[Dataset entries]

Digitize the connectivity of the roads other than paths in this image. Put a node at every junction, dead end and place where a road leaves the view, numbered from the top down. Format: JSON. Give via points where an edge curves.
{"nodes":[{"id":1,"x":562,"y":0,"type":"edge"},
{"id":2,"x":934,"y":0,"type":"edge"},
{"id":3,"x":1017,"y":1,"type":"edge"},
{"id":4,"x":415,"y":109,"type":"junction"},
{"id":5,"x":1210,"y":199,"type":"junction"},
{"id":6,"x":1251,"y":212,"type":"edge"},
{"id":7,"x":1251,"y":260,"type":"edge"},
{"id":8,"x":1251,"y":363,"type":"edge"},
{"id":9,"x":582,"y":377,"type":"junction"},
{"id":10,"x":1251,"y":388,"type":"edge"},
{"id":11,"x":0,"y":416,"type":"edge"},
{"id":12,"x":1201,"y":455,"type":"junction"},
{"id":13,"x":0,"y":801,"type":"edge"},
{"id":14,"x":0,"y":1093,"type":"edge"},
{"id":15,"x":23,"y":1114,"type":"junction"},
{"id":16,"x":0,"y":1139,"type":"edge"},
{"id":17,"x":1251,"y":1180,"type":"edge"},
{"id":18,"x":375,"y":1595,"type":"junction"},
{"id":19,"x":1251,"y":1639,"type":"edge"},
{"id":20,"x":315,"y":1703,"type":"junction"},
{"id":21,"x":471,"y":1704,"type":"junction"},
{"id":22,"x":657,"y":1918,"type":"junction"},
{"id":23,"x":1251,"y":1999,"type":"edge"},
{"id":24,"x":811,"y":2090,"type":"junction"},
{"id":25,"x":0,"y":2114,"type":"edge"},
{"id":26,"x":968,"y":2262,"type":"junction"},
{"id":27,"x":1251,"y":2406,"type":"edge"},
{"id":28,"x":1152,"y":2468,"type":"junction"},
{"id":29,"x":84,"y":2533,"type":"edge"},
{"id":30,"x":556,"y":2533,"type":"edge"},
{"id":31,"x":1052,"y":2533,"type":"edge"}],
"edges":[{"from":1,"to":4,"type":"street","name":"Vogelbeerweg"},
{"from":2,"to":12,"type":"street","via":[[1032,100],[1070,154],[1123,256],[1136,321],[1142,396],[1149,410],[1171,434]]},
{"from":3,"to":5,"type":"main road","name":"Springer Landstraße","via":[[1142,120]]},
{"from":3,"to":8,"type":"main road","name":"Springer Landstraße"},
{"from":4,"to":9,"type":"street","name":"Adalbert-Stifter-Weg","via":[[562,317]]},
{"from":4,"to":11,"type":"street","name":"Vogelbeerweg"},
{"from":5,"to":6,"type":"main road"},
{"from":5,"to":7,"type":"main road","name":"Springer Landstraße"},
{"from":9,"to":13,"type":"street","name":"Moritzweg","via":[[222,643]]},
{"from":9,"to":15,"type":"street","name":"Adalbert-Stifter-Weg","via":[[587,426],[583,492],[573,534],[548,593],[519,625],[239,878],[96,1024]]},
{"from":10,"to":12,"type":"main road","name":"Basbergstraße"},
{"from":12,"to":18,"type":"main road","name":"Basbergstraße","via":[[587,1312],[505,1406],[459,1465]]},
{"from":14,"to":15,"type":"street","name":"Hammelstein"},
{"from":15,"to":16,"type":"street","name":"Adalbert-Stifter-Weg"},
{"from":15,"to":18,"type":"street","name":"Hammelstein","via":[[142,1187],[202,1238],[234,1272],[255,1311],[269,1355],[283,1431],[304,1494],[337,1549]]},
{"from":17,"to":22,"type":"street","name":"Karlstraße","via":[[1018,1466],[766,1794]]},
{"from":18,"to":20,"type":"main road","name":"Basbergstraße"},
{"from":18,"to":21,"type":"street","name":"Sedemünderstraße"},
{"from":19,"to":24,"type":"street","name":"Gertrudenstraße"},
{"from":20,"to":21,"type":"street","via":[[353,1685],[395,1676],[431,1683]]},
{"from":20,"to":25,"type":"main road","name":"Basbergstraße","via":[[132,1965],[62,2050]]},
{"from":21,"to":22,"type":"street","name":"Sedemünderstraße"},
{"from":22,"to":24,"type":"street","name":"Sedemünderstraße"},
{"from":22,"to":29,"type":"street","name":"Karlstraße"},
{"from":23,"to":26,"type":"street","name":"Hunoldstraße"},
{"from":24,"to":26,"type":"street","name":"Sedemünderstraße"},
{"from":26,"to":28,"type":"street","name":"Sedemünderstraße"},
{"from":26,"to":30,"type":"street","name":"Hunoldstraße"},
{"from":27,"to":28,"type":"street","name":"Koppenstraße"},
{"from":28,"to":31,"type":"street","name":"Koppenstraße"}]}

- _Exercise aim_
The data are to be transcribed in full, exactly as given.

- _Expected answer_
Digitize the connectivity of the roads other than paths in this image. Put a node at every junction, dead end and place where a road leaves the view, numbered from the top down. Format: JSON. Give via points where an edge curves.
{"nodes":[{"id":1,"x":562,"y":0,"type":"edge"},
{"id":2,"x":934,"y":0,"type":"edge"},
{"id":3,"x":1017,"y":1,"type":"edge"},
{"id":4,"x":415,"y":109,"type":"junction"},
{"id":5,"x":1210,"y":199,"type":"junction"},
{"id":6,"x":1251,"y":212,"type":"edge"},
{"id":7,"x":1251,"y":260,"type":"edge"},
{"id":8,"x":1251,"y":363,"type":"edge"},
{"id":9,"x":582,"y":377,"type":"junction"},
{"id":10,"x":1251,"y":388,"type":"edge"},
{"id":11,"x":0,"y":416,"type":"edge"},
{"id":12,"x":1201,"y":455,"type":"junction"},
{"id":13,"x":0,"y":801,"type":"edge"},
{"id":14,"x":0,"y":1093,"type":"edge"},
{"id":15,"x":23,"y":1114,"type":"junction"},
{"id":16,"x":0,"y":1139,"type":"edge"},
{"id":17,"x":1251,"y":1180,"type":"edge"},
{"id":18,"x":375,"y":1595,"type":"junction"},
{"id":19,"x":1251,"y":1639,"type":"edge"},
{"id":20,"x":315,"y":1703,"type":"junction"},
{"id":21,"x":471,"y":1704,"type":"junction"},
{"id":22,"x":657,"y":1918,"type":"junction"},
{"id":23,"x":1251,"y":1999,"type":"edge"},
{"id":24,"x":811,"y":2090,"type":"junction"},
{"id":25,"x":0,"y":2114,"type":"edge"},
{"id":26,"x":968,"y":2262,"type":"junction"},
{"id":27,"x":1251,"y":2406,"type":"edge"},
{"id":28,"x":1152,"y":2468,"type":"junction"},
{"id":29,"x":84,"y":2533,"type":"edge"},
{"id":30,"x":556,"y":2533,"type":"edge"},
{"id":31,"x":1052,"y":2533,"type":"edge"}],
"edges":[{"from":1,"to":4,"type":"street","name":"Vogelbeerweg"},
{"from":2,"to":12,"type":"street","via":[[1032,100],[1070,154],[1123,256],[1136,321],[1142,396],[1149,410],[1171,434]]},
{"from":3,"to":5,"type":"main road","name":"Springer Landstraße","via":[[1142,120]]},
{"from":3,"to":8,"type":"main road","name":"Springer Landstraße"},
{"from":4,"to":9,"type":"street","name":"Adalbert-Stifter-Weg","via":[[562,317]]},
{"from":4,"to":11,"type":"street","name":"Vogelbeerweg"},
{"from":5,"to":6,"type":"main road"},
{"from":5,"to":7,"type":"main road","name":"Springer Landstraße"},
{"from":9,"to":13,"type":"street","name":"Moritzweg","via":[[222,643]]},
{"from":9,"to":15,"type":"street","name":"Adalbert-Stifter-Weg","via":[[587,426],[583,492],[573,534],[548,593],[519,625],[239,878],[96,1024]]},
{"from":10,"to":12,"type":"main road","name":"Basbergstraße"},
{"from":12,"to":18,"type":"main road","name":"Basbergstraße","via":[[587,1312],[505,1406],[459,1465]]},
{"from":14,"to":15,"type":"street","name":"Hammelstein"},
{"from":15,"to":16,"type":"street","name":"Adalbert-Stifter-Weg"},
{"from":15,"to":18,"type":"street","name":"Hammelstein","via":[[142,1187],[202,1238],[234,1272],[255,1311],[269,1355],[283,1431],[304,1494],[337,1549]]},
{"from":17,"to":22,"type":"street","name":"Karlstraße","via":[[1018,1466],[766,1794]]},
{"from":18,"to":20,"type":"main road","name":"Basbergstraße"},
{"from":18,"to":21,"type":"street","name":"Sedemünderstraße"},
{"from":19,"to":24,"type":"street","name":"Gertrudenstraße"},
{"from":20,"to":21,"type":"street","via":[[353,1685],[395,1676],[431,1683]]},
{"from":20,"to":25,"type":"main road","name":"Basbergstraße","via":[[132,1965],[62,2050]]},
{"from":21,"to":22,"type":"street","name":"Sedemünderstraße"},
{"from":22,"to":24,"type":"street","name":"Sedemünderstraße"},
{"from":22,"to":29,"type":"street","name":"Karlstraße"},
{"from":23,"to":26,"type":"street","name":"Hunoldstraße"},
{"from":24,"to":26,"type":"street","name":"Sedemünderstraße"},
{"from":26,"to":28,"type":"street","name":"Sedemünderstraße"},
{"from":26,"to":30,"type":"street","name":"Hunoldstraße"},
{"from":27,"to":28,"type":"street","name":"Koppenstraße"},
{"from":28,"to":31,"type":"street","name":"Koppenstraße"}]}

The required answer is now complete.